La tecnología digital facilita, entonces, la actuación a través de las imágenes, lo cual se encuentra alineado con un orden de las cosas regido por lo que Lyotard (1984) define como el principio de la performatividad que requiere, por un lado, tecnologías que aporten en términos de eficacia, eficiencia y efectividad, y por el otro, sujetos performativos. Más que un espacio de representación, las tecnologías digitales son un espacio diseñado para la acción. El click, además de la acción mecánica que implica, sintetiza la dimensión performativa de la web en el sentido que explicita el hecho de que el usuario está permanentemente realizando acciones y avanzando en una compleja trama de itinerarios (busco, descargo, comento, evalúo, comparto, etcétera). El click también nos recuerda otro asunto importante que tiene que ver con las formas de legitimación de tales acciones. Mi presencia en la web y la eficacia de mis acciones en ella se legitiman por la sentencia del «me gusta» mediada por un click, y no únicamente por los contenidos de esta, ni por su verdad o valor moral. Al mismo tiempo, la web tiene también otra dimensión relevante: todo se alberga en ella. La web se convierte en un gran archivo, que no es solo un medio para almacenar, registrar o recopilar cosas, temas e imágenes, sino también para actuar.

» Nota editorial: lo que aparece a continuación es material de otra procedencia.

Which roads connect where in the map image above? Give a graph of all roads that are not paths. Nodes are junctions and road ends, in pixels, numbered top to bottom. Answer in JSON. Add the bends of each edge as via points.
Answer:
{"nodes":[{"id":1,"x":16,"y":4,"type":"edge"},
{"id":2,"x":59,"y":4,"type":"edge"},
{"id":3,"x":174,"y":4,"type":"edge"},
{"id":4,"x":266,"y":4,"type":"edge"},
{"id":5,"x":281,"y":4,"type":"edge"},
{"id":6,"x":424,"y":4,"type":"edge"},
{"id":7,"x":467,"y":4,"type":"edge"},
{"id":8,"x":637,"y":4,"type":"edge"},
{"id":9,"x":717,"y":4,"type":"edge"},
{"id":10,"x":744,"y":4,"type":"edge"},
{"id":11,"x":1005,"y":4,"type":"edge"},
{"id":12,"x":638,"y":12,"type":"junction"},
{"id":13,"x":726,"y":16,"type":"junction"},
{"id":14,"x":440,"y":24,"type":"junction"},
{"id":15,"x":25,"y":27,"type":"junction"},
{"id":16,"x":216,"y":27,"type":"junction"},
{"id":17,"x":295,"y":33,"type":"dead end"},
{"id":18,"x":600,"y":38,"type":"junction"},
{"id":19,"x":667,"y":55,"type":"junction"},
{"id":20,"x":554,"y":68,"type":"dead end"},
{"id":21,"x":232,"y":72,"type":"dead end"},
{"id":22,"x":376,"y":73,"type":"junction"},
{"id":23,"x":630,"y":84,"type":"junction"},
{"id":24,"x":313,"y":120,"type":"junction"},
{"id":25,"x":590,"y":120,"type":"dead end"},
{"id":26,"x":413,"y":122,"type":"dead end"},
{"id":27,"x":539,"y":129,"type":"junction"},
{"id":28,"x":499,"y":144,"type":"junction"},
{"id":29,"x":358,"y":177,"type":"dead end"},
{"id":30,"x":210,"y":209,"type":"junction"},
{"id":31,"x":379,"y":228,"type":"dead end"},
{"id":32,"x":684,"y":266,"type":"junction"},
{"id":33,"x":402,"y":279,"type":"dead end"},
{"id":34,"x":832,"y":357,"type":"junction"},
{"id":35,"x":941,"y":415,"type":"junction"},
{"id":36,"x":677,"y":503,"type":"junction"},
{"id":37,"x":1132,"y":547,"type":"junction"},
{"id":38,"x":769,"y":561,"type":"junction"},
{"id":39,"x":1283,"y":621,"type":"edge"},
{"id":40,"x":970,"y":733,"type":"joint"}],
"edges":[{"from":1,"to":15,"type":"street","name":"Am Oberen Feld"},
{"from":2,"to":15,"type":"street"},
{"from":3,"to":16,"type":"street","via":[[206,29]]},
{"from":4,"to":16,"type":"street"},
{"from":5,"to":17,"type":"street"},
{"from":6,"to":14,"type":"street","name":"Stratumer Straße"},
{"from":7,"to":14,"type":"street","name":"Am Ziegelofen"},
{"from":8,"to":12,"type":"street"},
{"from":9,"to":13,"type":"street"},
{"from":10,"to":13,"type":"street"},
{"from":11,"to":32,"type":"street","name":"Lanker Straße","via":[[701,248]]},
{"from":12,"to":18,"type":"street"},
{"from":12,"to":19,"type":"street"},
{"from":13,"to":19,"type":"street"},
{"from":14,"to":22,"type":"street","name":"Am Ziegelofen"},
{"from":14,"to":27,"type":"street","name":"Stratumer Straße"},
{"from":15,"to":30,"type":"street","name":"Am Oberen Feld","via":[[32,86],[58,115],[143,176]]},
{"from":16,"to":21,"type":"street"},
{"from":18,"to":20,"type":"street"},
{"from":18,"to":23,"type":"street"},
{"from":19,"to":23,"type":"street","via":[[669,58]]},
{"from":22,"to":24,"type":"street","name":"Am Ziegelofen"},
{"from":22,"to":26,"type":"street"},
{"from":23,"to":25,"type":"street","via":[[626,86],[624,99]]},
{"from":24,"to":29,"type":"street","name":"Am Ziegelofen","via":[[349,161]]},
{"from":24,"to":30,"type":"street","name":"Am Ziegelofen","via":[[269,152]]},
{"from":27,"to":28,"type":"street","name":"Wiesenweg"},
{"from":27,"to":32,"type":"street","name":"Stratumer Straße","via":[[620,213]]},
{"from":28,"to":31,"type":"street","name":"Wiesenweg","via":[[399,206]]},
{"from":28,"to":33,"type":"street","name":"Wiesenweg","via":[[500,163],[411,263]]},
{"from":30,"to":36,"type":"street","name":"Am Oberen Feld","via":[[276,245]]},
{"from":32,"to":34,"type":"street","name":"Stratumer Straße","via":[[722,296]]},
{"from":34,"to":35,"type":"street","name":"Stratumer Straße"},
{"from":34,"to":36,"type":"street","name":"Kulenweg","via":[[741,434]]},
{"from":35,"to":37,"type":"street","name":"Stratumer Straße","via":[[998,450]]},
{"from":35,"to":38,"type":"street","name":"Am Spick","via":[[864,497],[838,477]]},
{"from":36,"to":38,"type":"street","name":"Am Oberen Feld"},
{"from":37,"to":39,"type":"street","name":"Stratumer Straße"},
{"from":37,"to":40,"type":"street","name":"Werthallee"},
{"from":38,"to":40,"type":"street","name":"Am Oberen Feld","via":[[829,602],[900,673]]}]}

La imagen de súper hombre descrita por nietzsche (1998), como aquel que todo recuerda, se extiende a los depósitos virtuales que permiten almacenar gran cantidad de información y acceder a esta en cualquier momento, como por ejemplo el cloud o dropbox. Sin embargo, no es el archivo propio de la modernidad que con su afán clasificatorio organizaba el mundo en tipologías (Foucault, 1976). Las tecnologías digitales y la web convierten al archivo más bien en una gran caja de herramientas cuyo objetivo ya no es la objetivación del mundo, sino la intervención en él. De este modo, la web se convierte en el espacio al que se recurre para la búsqueda de información —casi sobre cualquier tema—, así como para realizar conexiones inéditas entre unidades de información —según requerimientos particulares—. Por tanto, es un espacio de repertorios que activan procesos performativos bajo demandas específicas (cf. taylor, 2003). La Internet posibilita pensar el «archivo» desde su multidimensionalidad, convirtiéndose y generando repertorios que permiten acceder desde cualquier lugar y sistema interactivo.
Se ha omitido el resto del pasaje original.